At that moment, a slim gentleman, with a smiling, inquisitive
face, appeared on the stairs, and addressed the captain's assistant
familiarly, by the name of Moore.

“Ha, Peter!” replied Mr. Moore, who was a shrewd, quiet,
intelligent young man; “you 're just in time.”

“How 's business?” asked Peter. “Is there much doing to-night?”

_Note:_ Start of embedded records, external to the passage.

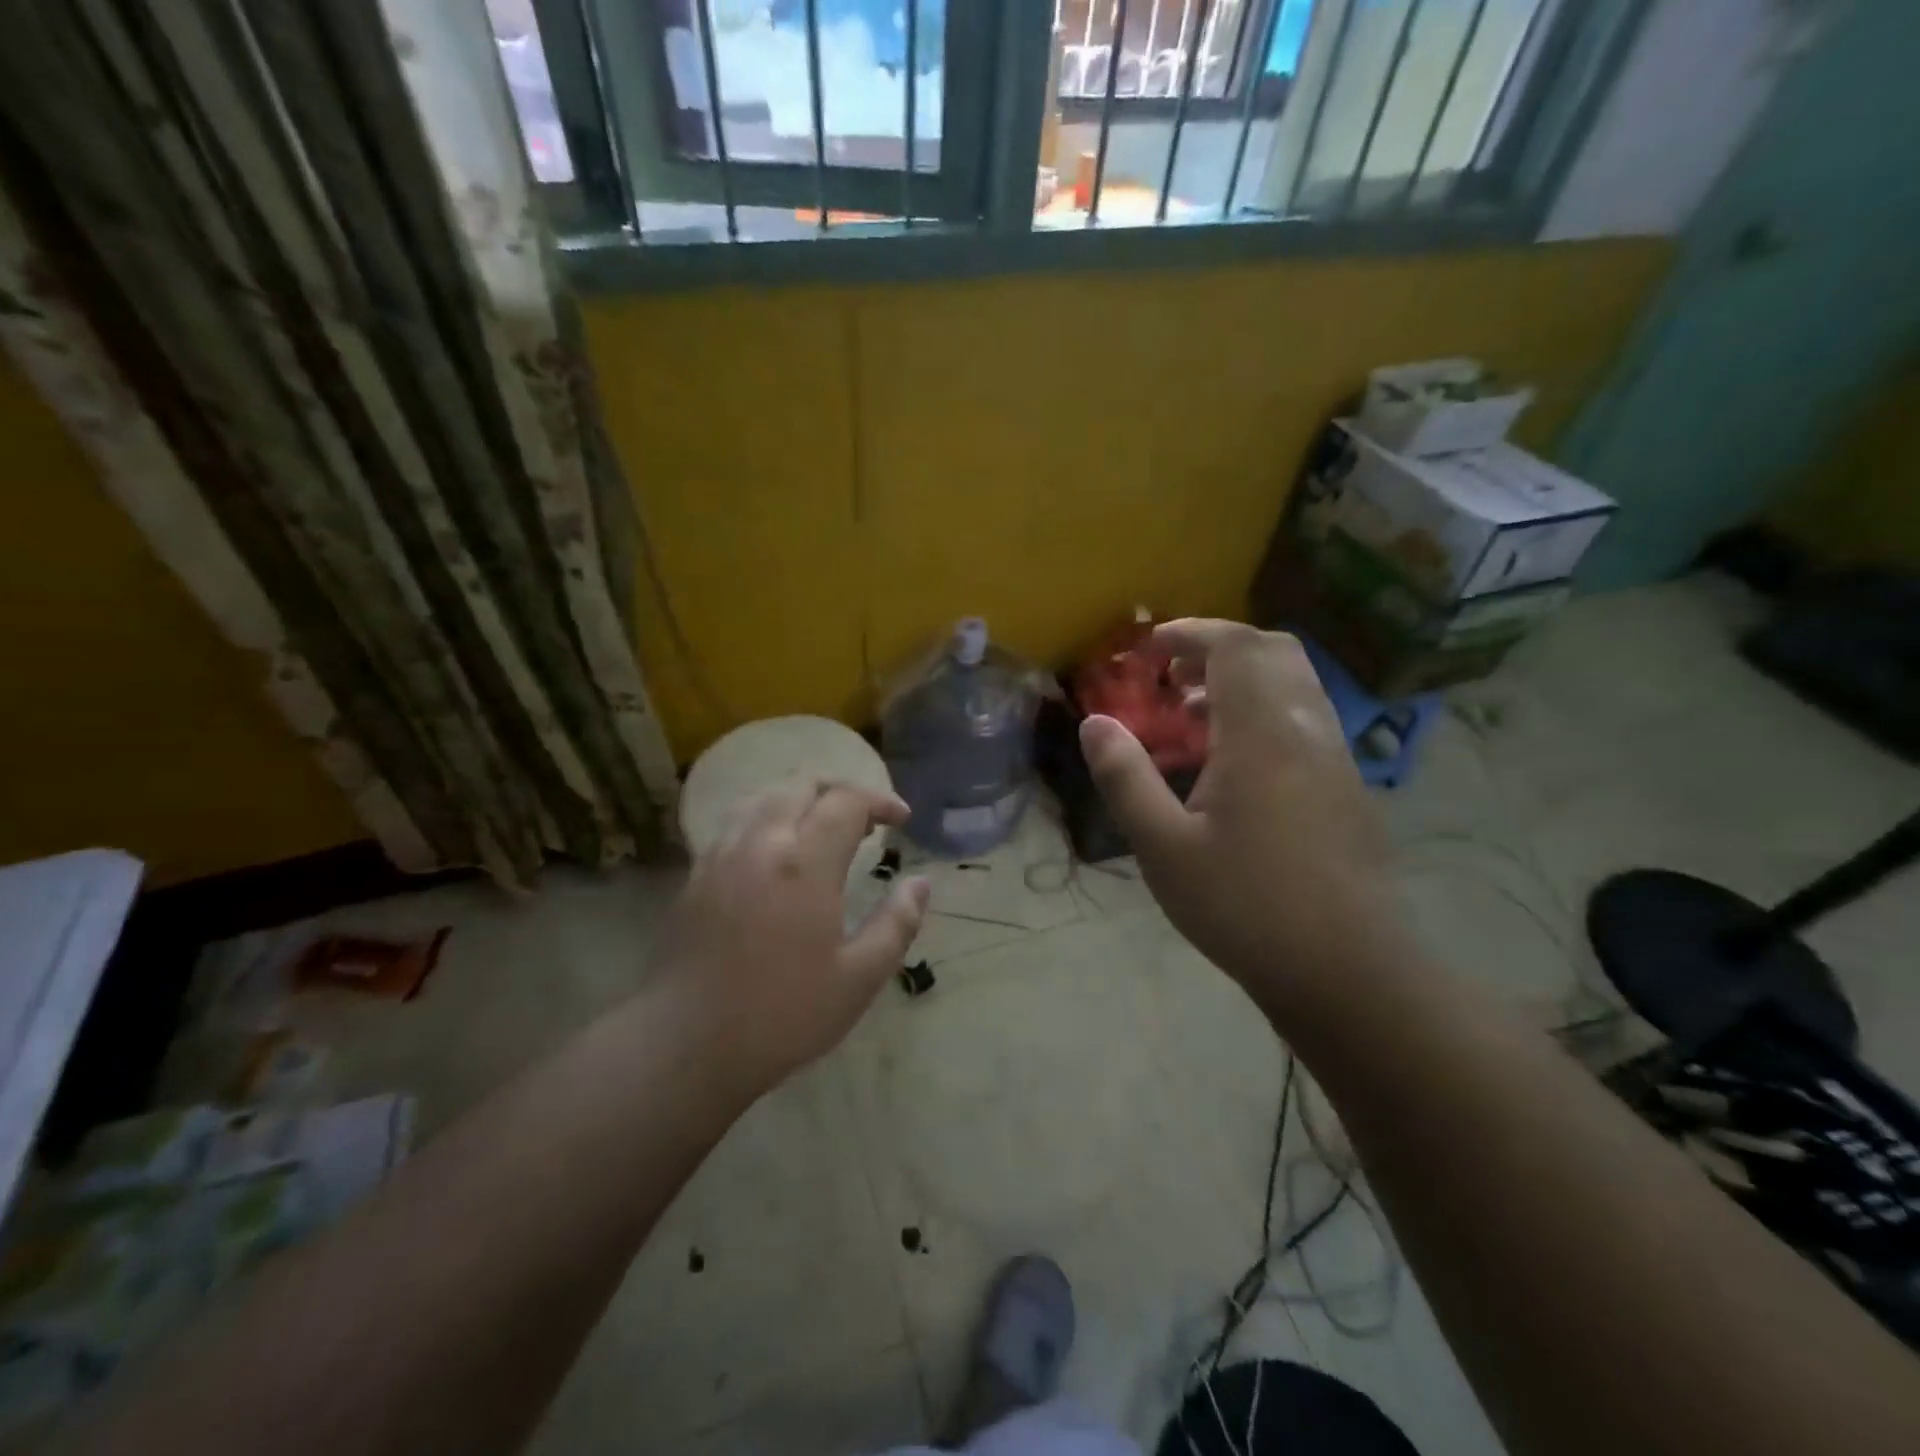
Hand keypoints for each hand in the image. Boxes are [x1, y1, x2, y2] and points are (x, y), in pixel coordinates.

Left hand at [655, 783, 929, 1094]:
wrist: (686, 1044)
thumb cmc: (783, 1014)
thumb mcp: (859, 978)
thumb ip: (897, 923)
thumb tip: (920, 882)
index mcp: (804, 863)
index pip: (846, 802)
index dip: (880, 801)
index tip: (901, 820)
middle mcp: (760, 843)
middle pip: (801, 785)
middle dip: (840, 791)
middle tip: (865, 820)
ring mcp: (720, 855)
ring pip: (763, 797)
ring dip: (801, 800)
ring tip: (822, 829)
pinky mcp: (695, 875)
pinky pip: (736, 823)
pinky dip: (767, 819)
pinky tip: (777, 855)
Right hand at [1079, 619, 1397, 1012]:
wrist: (1347, 971)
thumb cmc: (1245, 906)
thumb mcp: (1163, 847)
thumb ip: (1125, 777)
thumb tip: (1094, 722)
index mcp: (1262, 734)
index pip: (1236, 646)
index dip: (1192, 632)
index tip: (1151, 646)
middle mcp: (1307, 730)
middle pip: (1274, 652)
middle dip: (1221, 646)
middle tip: (1174, 674)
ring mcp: (1336, 758)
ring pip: (1296, 685)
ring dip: (1245, 680)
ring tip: (1195, 715)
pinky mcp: (1348, 787)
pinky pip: (1307, 719)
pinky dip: (1267, 711)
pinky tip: (1235, 762)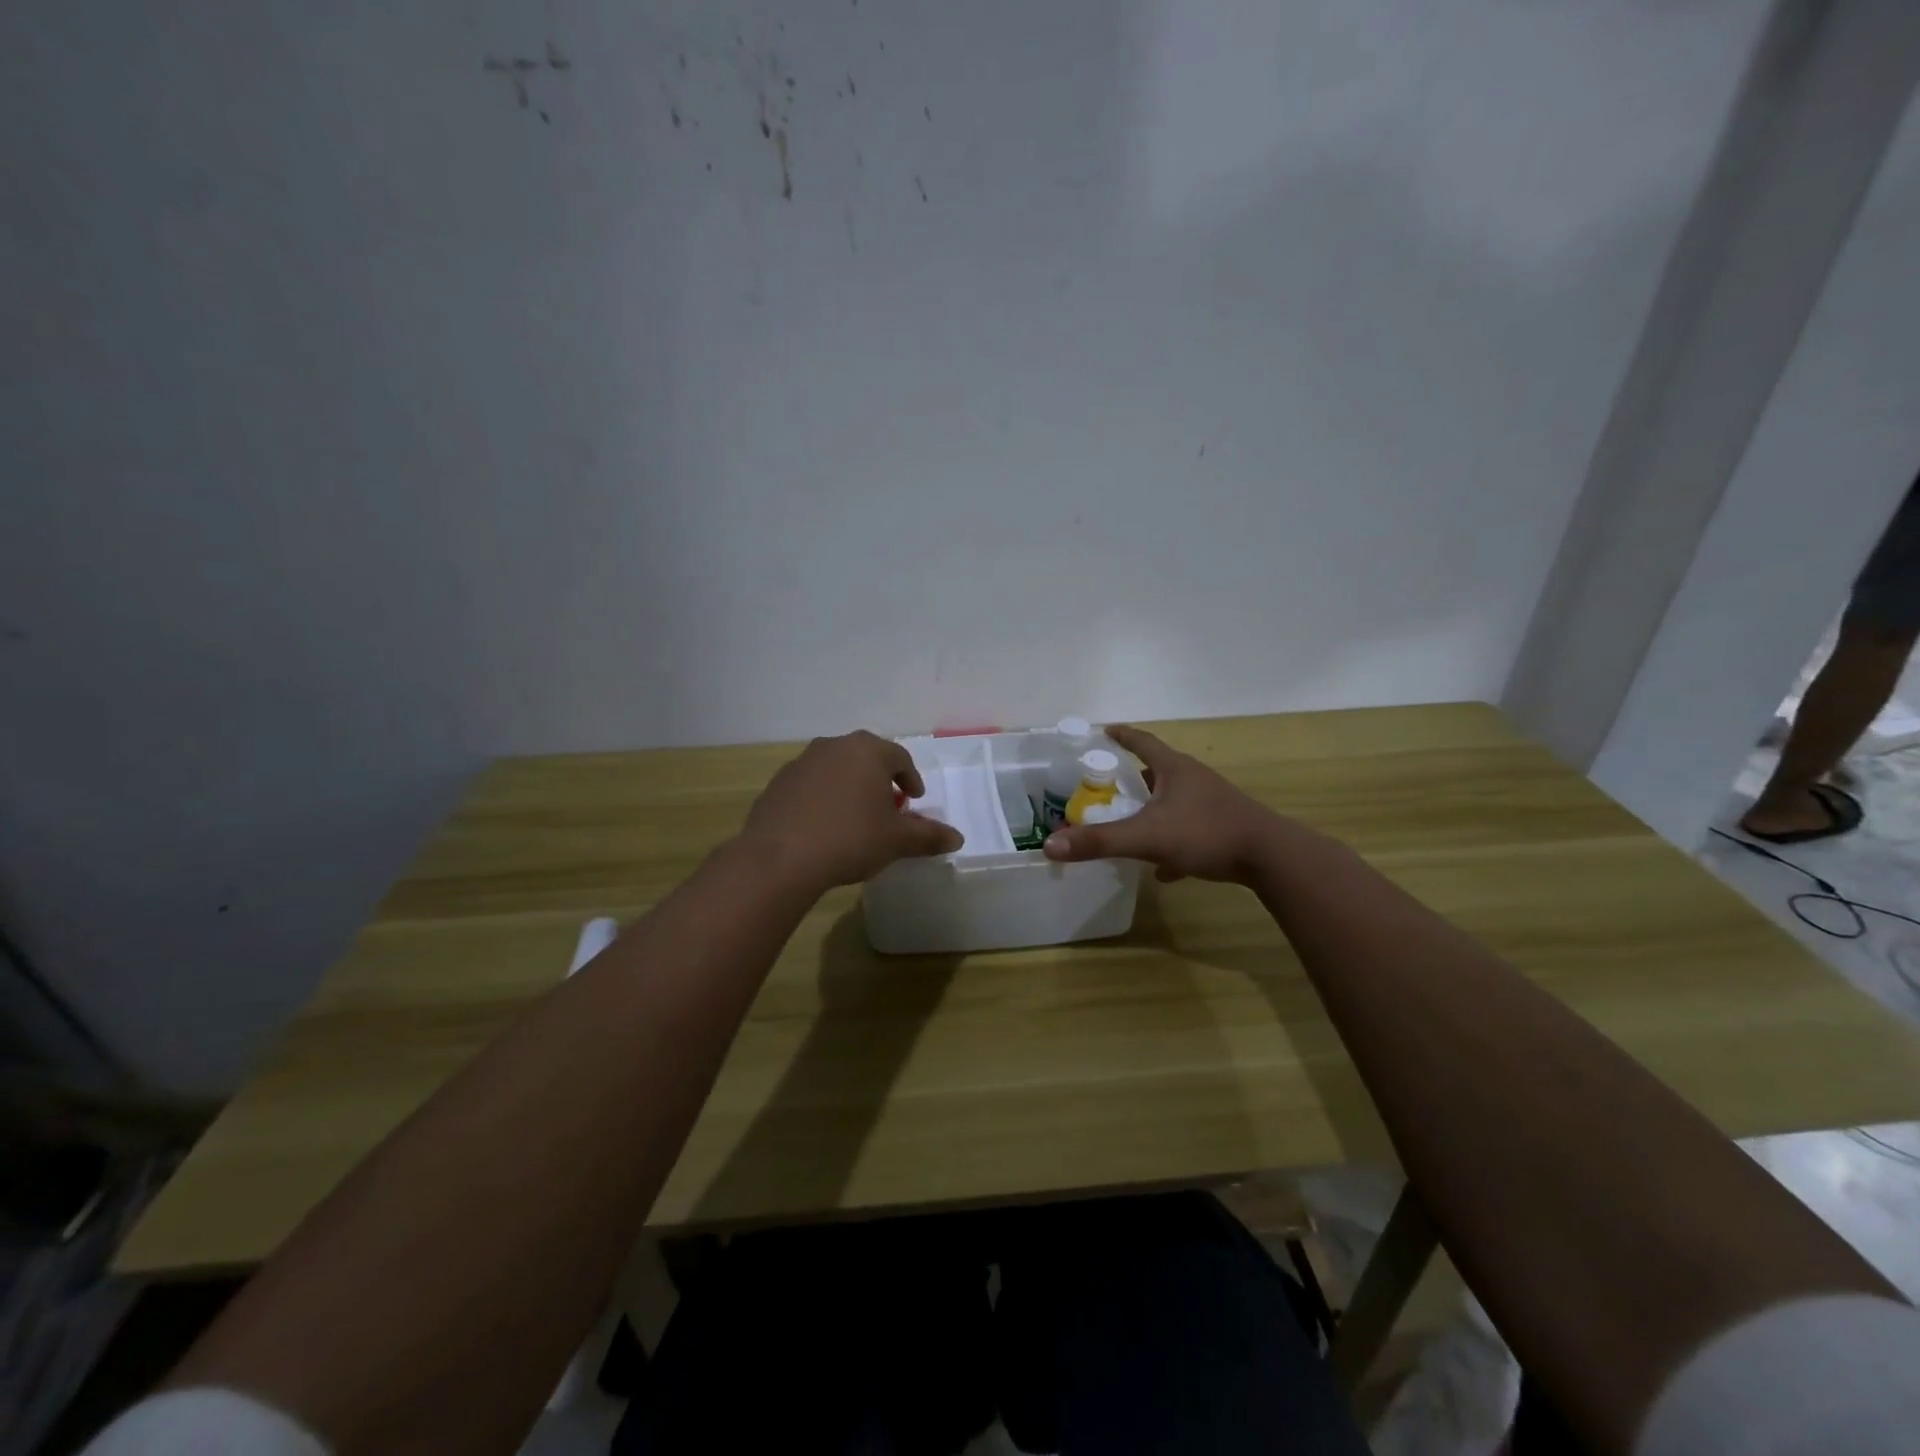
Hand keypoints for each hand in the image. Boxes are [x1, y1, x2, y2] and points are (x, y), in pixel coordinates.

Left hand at [742, 730, 963, 890]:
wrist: (780, 858)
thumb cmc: (850, 839)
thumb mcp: (896, 840)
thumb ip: (928, 836)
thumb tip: (957, 838)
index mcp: (867, 751)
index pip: (899, 757)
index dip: (911, 778)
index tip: (915, 799)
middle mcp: (833, 747)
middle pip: (865, 758)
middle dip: (880, 779)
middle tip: (888, 806)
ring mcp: (801, 763)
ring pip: (835, 769)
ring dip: (849, 787)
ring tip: (855, 817)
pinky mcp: (777, 784)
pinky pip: (810, 786)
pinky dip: (822, 799)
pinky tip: (823, 826)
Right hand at [1042, 724, 1283, 883]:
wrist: (1270, 857)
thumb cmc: (1206, 833)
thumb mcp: (1146, 837)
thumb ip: (1100, 841)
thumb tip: (1050, 845)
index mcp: (1174, 769)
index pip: (1142, 742)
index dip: (1122, 736)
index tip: (1104, 730)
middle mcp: (1193, 779)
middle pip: (1157, 771)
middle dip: (1133, 778)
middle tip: (1108, 787)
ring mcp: (1212, 803)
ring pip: (1173, 802)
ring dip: (1152, 811)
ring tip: (1130, 825)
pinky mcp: (1224, 828)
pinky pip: (1189, 830)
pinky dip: (1172, 843)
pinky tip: (1164, 869)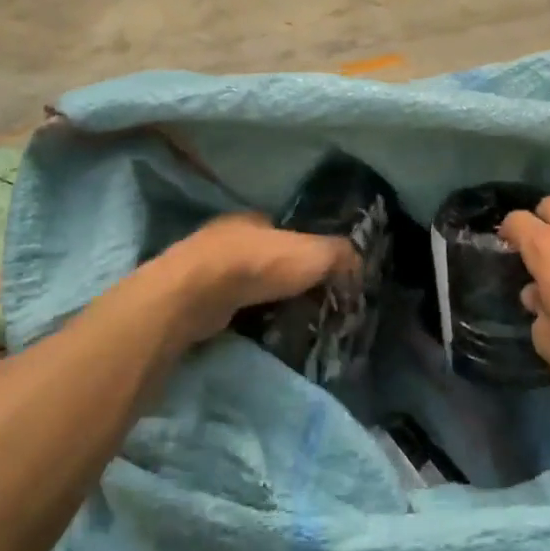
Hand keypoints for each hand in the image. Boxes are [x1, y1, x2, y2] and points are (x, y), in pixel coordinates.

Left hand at [146, 212, 355, 353]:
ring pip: (242, 283)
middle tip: (305, 302)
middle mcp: (226, 237)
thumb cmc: (257, 264)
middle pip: (263, 257)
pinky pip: (225, 306)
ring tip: (283, 321)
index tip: (319, 276)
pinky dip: (240, 316)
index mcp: (253, 220)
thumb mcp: (314, 254)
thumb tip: (358, 266)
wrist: (196, 294)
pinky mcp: (191, 298)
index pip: (285, 232)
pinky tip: (253, 330)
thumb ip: (340, 255)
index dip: (304, 251)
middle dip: (282, 277)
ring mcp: (204, 268)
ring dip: (259, 298)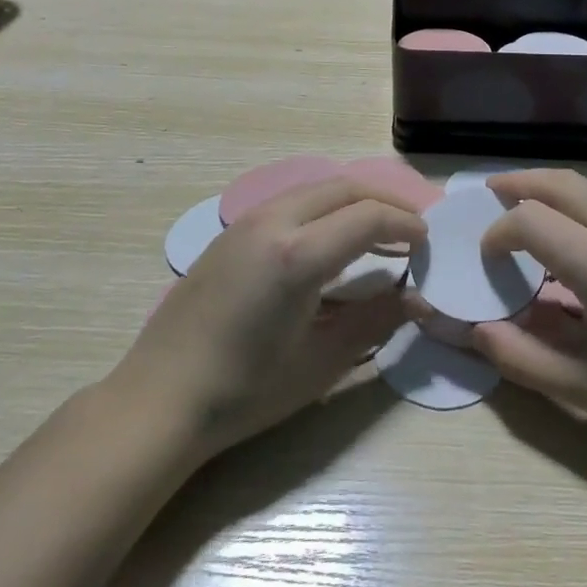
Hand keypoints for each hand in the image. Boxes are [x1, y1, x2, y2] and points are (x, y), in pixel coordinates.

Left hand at [110, 178, 424, 468]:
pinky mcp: (231, 231)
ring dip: (353, 201)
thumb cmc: (244, 392)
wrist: (159, 399)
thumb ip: (375, 321)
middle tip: (411, 229)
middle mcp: (273, 222)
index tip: (427, 243)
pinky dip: (324, 209)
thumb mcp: (320, 362)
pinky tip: (330, 242)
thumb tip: (419, 298)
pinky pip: (291, 201)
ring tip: (378, 233)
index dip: (406, 224)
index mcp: (298, 254)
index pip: (368, 216)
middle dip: (385, 201)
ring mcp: (247, 221)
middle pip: (344, 187)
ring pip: (316, 188)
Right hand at [473, 170, 586, 463]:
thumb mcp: (583, 388)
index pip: (530, 220)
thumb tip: (477, 331)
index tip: (487, 256)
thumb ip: (521, 357)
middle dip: (519, 183)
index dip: (498, 232)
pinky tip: (573, 232)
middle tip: (491, 191)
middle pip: (560, 183)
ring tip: (525, 204)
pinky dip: (579, 203)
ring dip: (551, 190)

“Business was rather dull, the first of the evening,” replied
Mr. Moore. “But it 's coming up a little now. In fact, it 's
getting quite brisk. Should n't you say so, captain?”

“It 's a little lively just now,” observed the captain. “Is this
Mr. Toplink?”

“That 's my name,” said the slim gentleman, overflowing with
the best of feeling. “Happy to meet you, captain. This is my
friend, Mr. Leviston. Any interesting cases?” asked the slim
gentleman, after the formal introduction of his companion.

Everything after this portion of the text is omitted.